Stored items:
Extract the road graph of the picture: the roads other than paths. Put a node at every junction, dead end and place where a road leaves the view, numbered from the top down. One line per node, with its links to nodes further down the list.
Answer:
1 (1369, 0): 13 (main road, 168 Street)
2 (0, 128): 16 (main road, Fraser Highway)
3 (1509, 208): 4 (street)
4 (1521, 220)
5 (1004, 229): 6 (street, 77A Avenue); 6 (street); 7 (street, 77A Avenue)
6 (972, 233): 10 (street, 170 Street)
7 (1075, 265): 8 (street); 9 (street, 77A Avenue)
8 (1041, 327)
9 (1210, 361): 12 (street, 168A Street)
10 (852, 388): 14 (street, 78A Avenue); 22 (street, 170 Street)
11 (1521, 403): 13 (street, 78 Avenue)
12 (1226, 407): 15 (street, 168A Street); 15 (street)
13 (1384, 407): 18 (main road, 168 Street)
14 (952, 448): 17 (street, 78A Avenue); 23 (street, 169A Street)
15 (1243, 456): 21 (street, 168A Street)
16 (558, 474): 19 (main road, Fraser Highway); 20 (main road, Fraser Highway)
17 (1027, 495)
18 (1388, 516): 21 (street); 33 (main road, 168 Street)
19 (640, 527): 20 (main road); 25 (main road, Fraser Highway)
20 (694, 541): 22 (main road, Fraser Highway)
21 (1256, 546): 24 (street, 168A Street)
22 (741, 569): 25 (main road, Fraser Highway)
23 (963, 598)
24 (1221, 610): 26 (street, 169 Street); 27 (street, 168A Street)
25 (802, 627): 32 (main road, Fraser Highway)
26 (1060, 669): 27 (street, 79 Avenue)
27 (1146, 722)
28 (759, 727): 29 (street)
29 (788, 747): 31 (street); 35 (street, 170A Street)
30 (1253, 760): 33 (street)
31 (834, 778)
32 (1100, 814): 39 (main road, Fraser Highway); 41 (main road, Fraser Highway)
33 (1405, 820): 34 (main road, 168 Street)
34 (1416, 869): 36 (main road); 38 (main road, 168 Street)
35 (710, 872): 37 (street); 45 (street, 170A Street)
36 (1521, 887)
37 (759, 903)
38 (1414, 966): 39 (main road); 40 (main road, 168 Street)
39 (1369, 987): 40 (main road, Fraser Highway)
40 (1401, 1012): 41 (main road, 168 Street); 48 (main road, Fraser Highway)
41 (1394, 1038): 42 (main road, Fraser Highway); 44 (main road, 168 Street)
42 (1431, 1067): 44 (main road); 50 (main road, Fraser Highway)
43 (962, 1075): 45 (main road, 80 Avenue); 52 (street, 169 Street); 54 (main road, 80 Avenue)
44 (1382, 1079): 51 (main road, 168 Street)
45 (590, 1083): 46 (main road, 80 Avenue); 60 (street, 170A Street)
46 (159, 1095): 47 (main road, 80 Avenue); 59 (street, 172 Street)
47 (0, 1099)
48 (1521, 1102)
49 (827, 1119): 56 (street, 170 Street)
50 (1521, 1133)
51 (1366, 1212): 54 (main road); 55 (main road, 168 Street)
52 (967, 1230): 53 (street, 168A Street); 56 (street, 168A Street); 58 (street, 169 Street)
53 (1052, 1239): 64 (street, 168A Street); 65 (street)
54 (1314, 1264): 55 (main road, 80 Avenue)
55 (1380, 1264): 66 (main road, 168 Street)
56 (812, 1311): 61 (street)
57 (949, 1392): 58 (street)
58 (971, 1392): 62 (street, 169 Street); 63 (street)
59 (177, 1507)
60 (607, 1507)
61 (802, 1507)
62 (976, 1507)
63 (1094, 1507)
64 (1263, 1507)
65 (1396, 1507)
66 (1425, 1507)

---

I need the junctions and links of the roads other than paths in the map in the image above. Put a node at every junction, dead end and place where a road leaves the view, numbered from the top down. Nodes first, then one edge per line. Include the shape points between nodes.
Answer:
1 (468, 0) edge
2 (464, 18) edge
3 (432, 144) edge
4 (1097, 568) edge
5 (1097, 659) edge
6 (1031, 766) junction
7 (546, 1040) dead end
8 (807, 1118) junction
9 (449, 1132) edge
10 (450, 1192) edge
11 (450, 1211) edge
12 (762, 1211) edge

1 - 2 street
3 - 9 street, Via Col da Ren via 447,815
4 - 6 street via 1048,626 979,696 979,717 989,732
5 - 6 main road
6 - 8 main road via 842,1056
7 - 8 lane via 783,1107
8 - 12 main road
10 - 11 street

◆ WHAT TO DO
Working from the entries above, find every line in which the word "node" occurs and copy it.

◆ YOUR RESPONSE
Extract the road graph of the picture: the roads other than paths. Put a node at every junction, dead end and place where a road leaves the view, numbered from the top down. One line per node, with its links to nodes further down the list.
I need the junctions and links of the roads other than paths in the map in the image above. Put a node at every junction, dead end and place where a road leaves the view, numbered from the top down. Nodes first, then one edge per line. Include the shape points between nodes.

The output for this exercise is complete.